The ABCs of toy safety: More than just child's play

July 1, 2007

You tell your parents to read the labels on their child's food. Tell them to read the labels on their toys as well.

Key Points

The CPSC was established in 1973 by the Consumer Protection Act to regulate children's toys in large measure via enforcement of the Federal Hazardous Substances Act (FHSA). In 1979, the CPSC issued the Small Parts Regulation, to ban toys for children under three years of age if they presented a potential choking, ingestion, or aspiration hazard. Even with their efforts, accidents and tragedies still occur. According the CPSC Web site, in 2006 an estimated 141,000 children were treated in hospital emergency rooms for toy-related injuries. Thirteen children died.

How is a toy tested?

All toys for young children must be labeled with the proper age group if it contains any hazardous materials or small parts, or if it poses a risk of electric shock. Other warnings come for toys for children age 3 to 6 if they contain small parts, small balls, marbles, or balloons. For those under age 8, the CPSC bans electrically-operated toys with heating elements, or sharp points or edges. Fabric products usually will bear a label saying flame retardant/resistant. Electrical toys carry a "UL Listed" (Underwriters Laboratory) approval label. Arts and crafts toys are approved by the American Society for Testing and Materials, listing content and safety status.

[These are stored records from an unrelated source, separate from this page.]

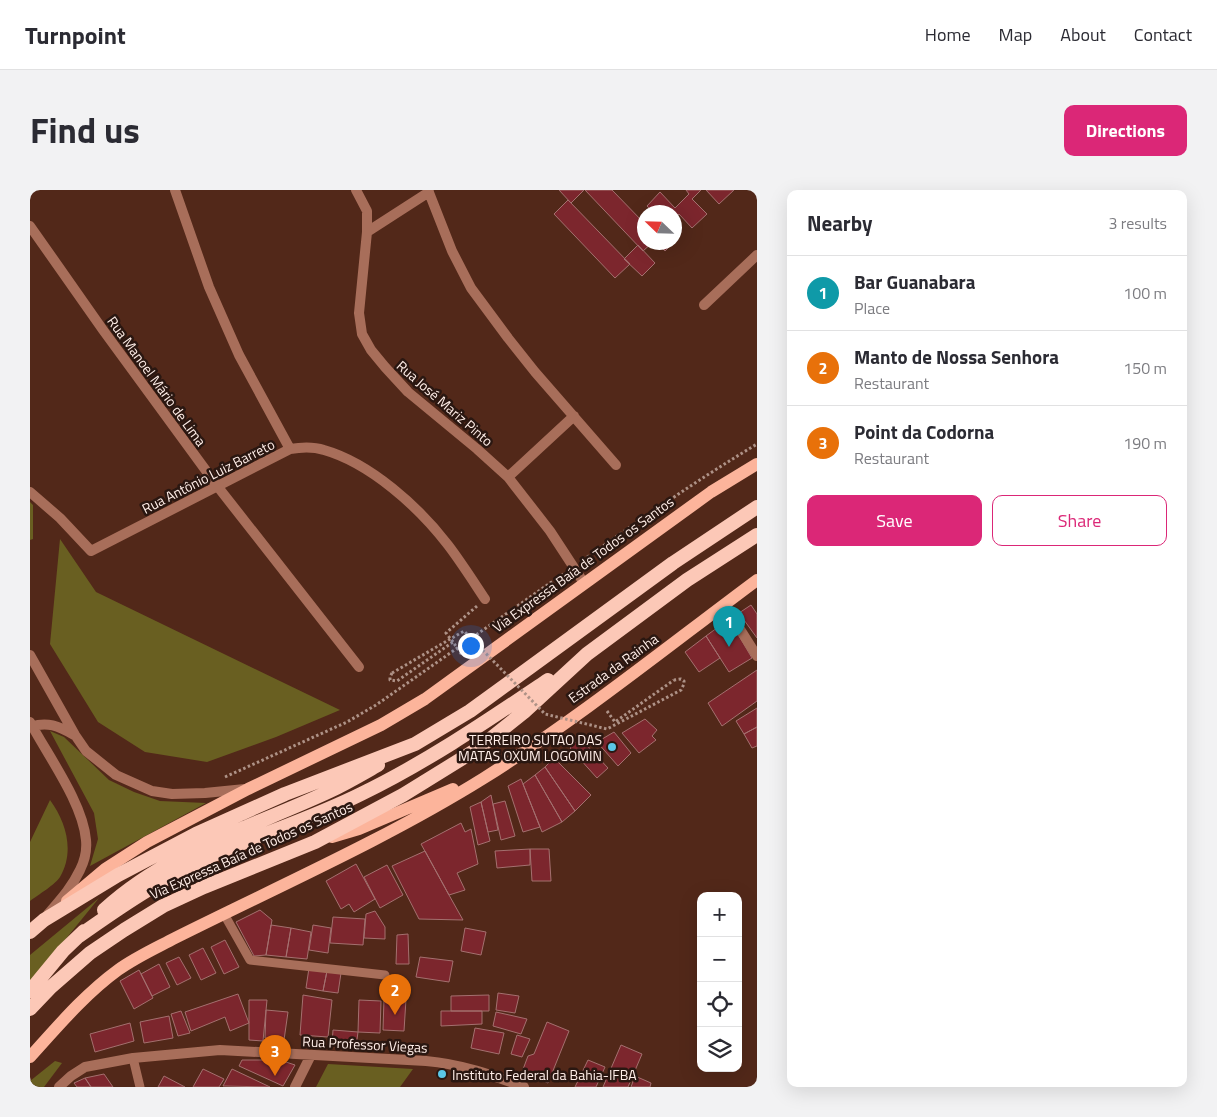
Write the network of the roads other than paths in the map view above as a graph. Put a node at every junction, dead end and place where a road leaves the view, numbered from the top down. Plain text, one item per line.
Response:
1 (175, 190) edge
2 (356, 190) edge
3 (429, 191) edge
4 (30, 226) edge
5 (367, 232) junction
6 (757, 255) edge
7 (704, 305) dead end
8 (574, 416) junction
9 (290, 449) junction
10 (757, 464) edge
11 (616, 465) dead end
12 (508, 477) junction
13 (218, 487) junction
14 (30, 492) edge
15 (757, 507) edge
16 (757, 535) edge
17 (757, 580) edge
18 (584, 583) junction
19 (486, 599) road end
20 (724, 604) junction
21 (587, 654) junction
22 (30, 655) edge
23 (757, 656) edge
24 (359, 667) dead end
25 (31, 725) edge
26 (75, 735) junction
27 (415, 744) junction
28 (485, 777) junction
29 (248, 789) junction
30 (315, 842) junction
31 (224, 914) junction
32 (44, 920) junction
33 (30, 932) edge
34 (78, 936) junction
35 (385, 975) dead end
36 (30, 990) edge
37 (30, 1009) edge
38 (30, 1056) edge
39 (311, 1056) junction
40 (133, 1058) junction
41 (59, 1087) edge
42 (140, 1087) edge
43 (295, 1087) edge
44 (524, 1087) edge

1 - 9 street
2 - 5 street, Rua José Mariz Pinto
3 - 5 street
3 - 8 street
4 - 13 street, Rua Manoel Mário de Lima
5 - 12 street, Rua José Mariz Pinto
6 - 7 street
8 - 11 street
8 - 12 street
9 - 13 street, Rua Antônio Luiz Barreto
9 - 19 street, Rua Antônio Luiz Barreto
10 - 18 main road, Via Expressa Baía de Todos os Santos
12 - 18 street, Rua José Mariz Pinto
13 - 14 street, Rua Antônio Luiz Barreto
13 - 24 street, Rua Manoel Mário de Lima
15 - 27 highway, Via Expressa Baía de Todos os Santos
16 - 21 highway, Via Expressa Baía de Todos os Santos
17 - 20 main road, Estrada da Rainha
18 - 29 main road, Via Expressa Baía de Todos os Santos
20 - 23 street
20 - 28 main road, Estrada da Rainha
21 - 30 highway, Via Expressa Baía de Todos os Santos
21 - 34 highway
22 - 26 street
25 - 26 street
25 - 32 street
26 - 29 street
27 - 32 highway, Via Expressa Baía de Todos os Santos
27 - 34 highway
28 - 30 main road
28 - 31 main road
29 - 32 main road, Via Expressa Baía de Todos os Santos
30 - 37 highway, Via Expressa Baía de Todos os Santos
31 - 35 lane
31 - 38 main road
32 - 33 highway, Via Expressa Baía de Todos os Santos
34 - 36 highway
39 - 40 street, Rua Professor Viegas
39 - 43 street
39 - 44 street, Rua Professor Viegas
40 - 41 street, Rua Professor Viegas
40 - 42 lane

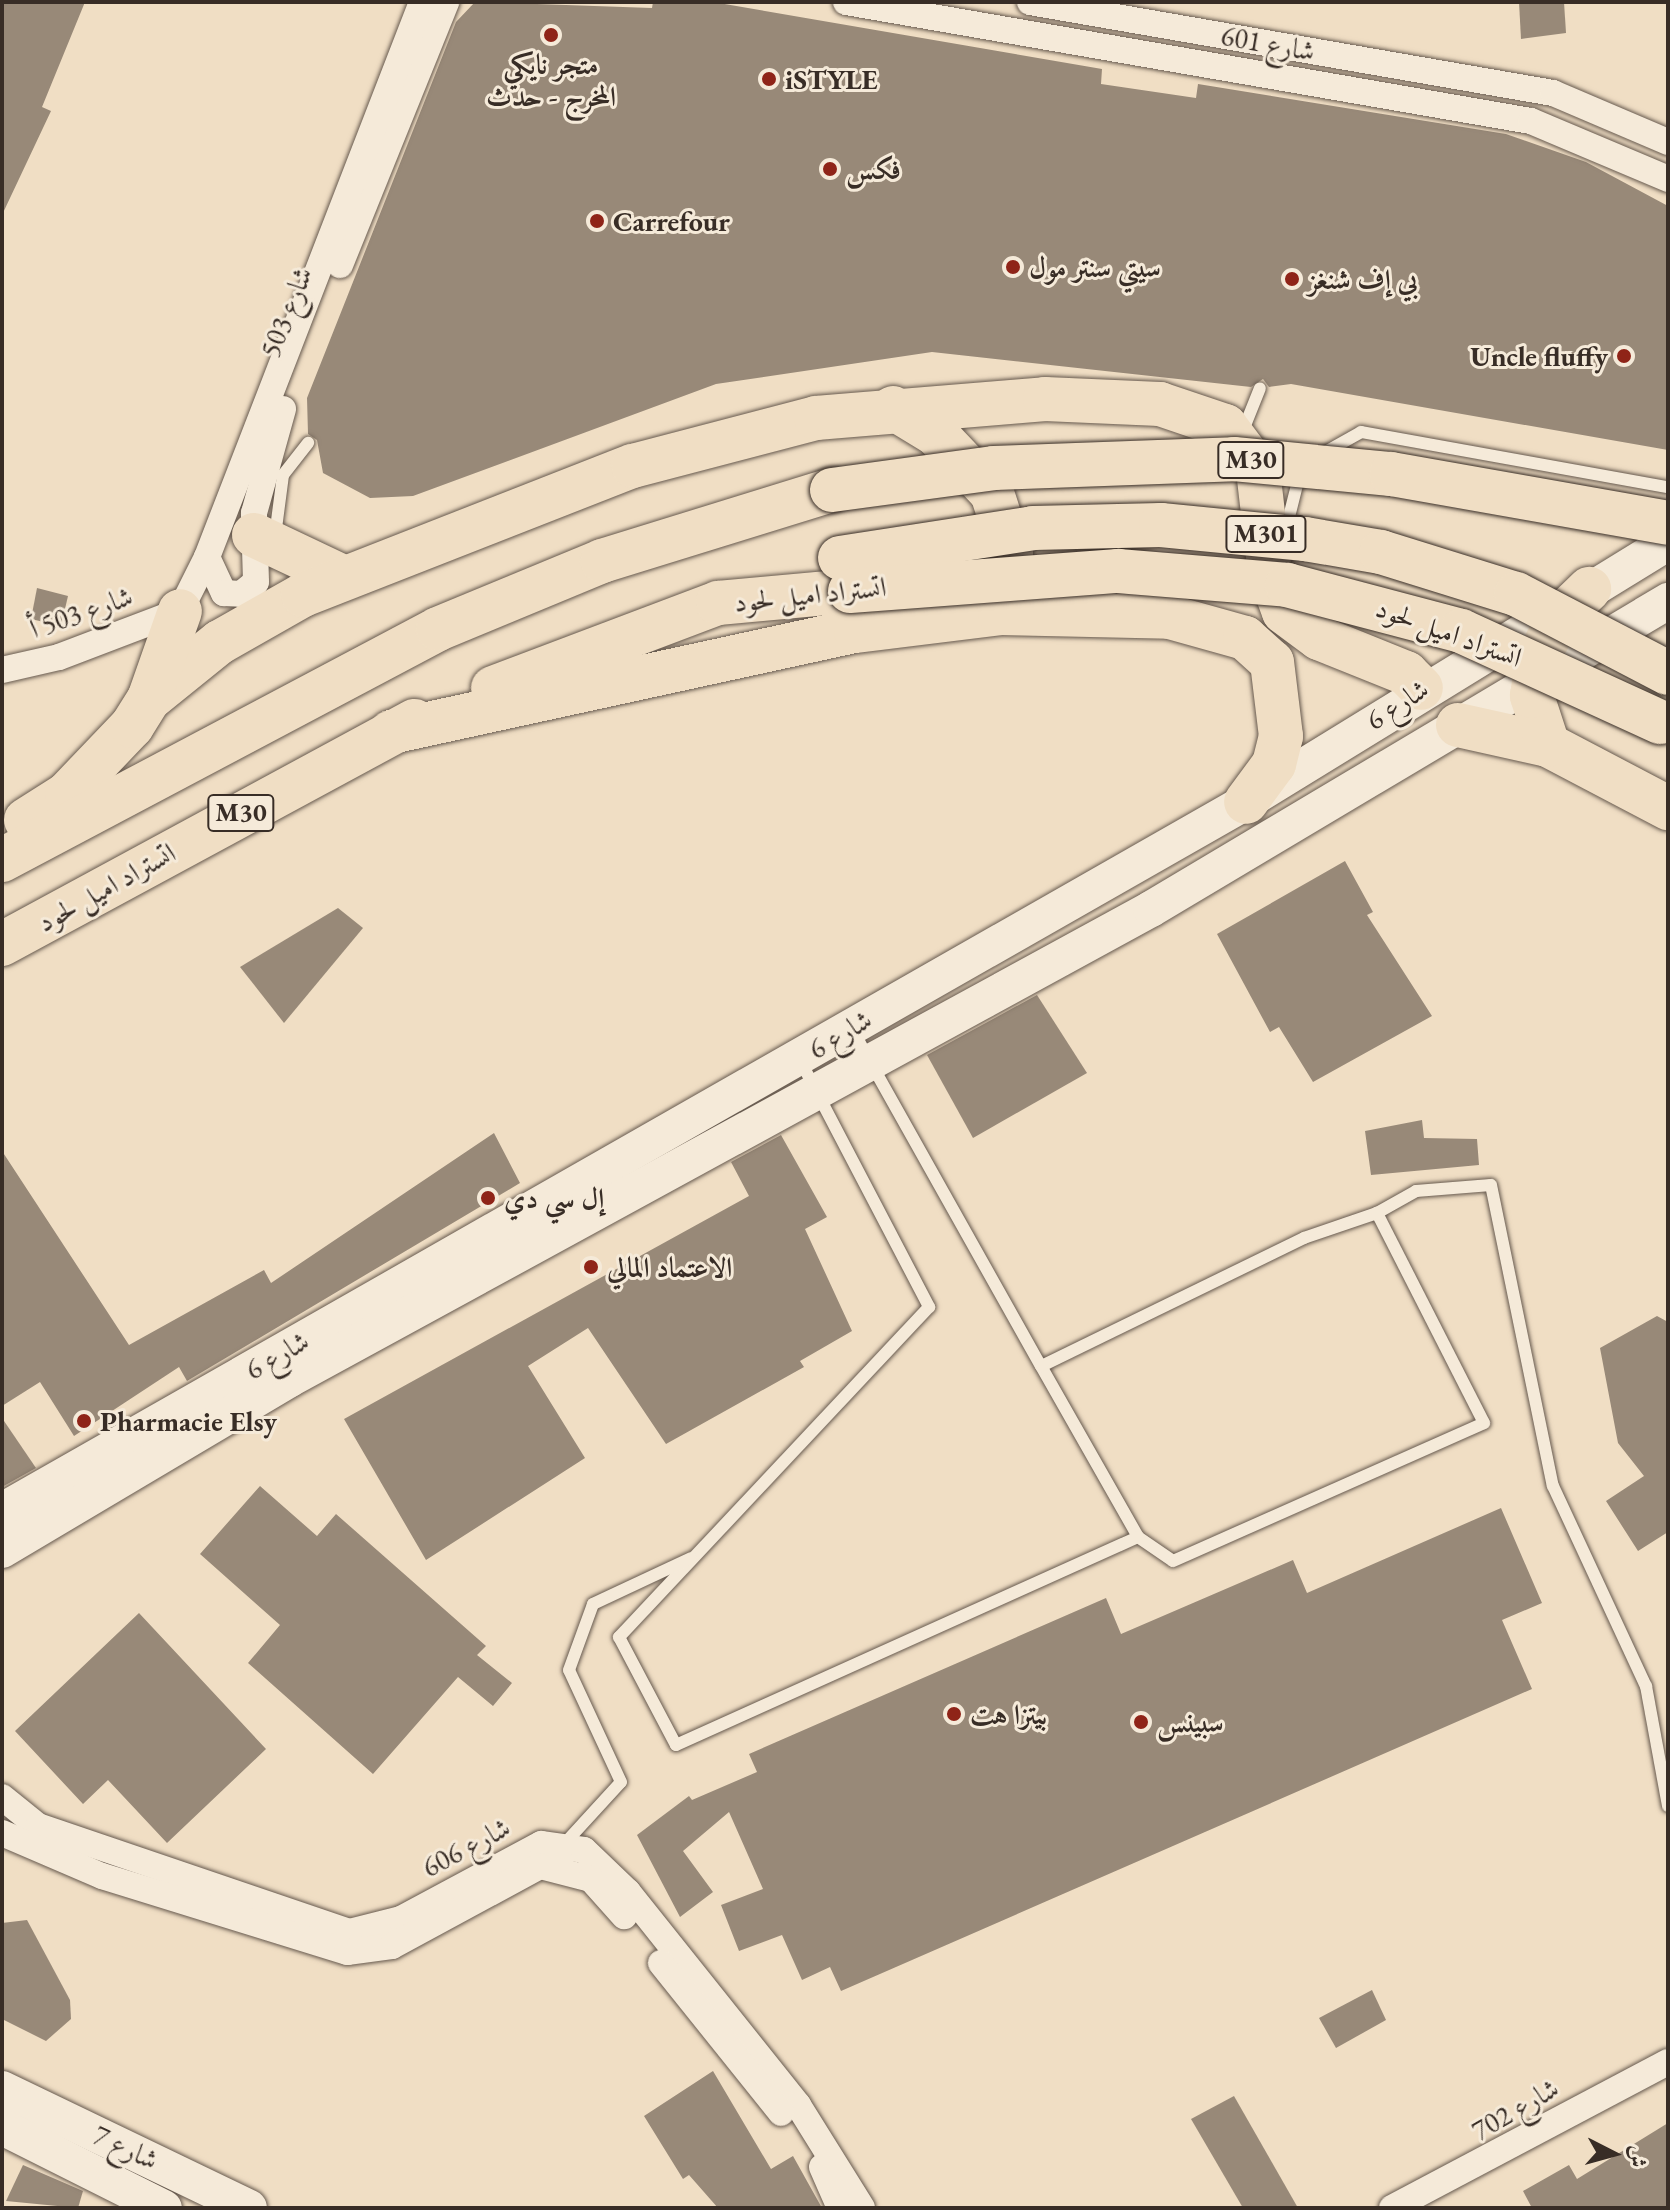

However, no engineering tests can perfectly simulate the "use and abuse" actual children subject toys to, which is why the CPSC has the authority to recall any toys presenting hazards not covered by the regulations. Newly-learned toy hazards are reported on the CPSC Web site, and frequently become news stories.

Parents & Co.

According to the Toy Industry Foundation, toys are voluntarily labeled by toy companies based on four criteria:

It notes that the toy industry voluntarily puts warning labels on crib gyms: these should be removed when the baby can kneel, to avoid a strangling hazard. Other safety measures include making squeeze toys and teethers large enough to not be a choking hazard, ensuring that toy chest lids can't fall on a child, and limiting string length on crib/playpen toys to avoid the risk of strangulation.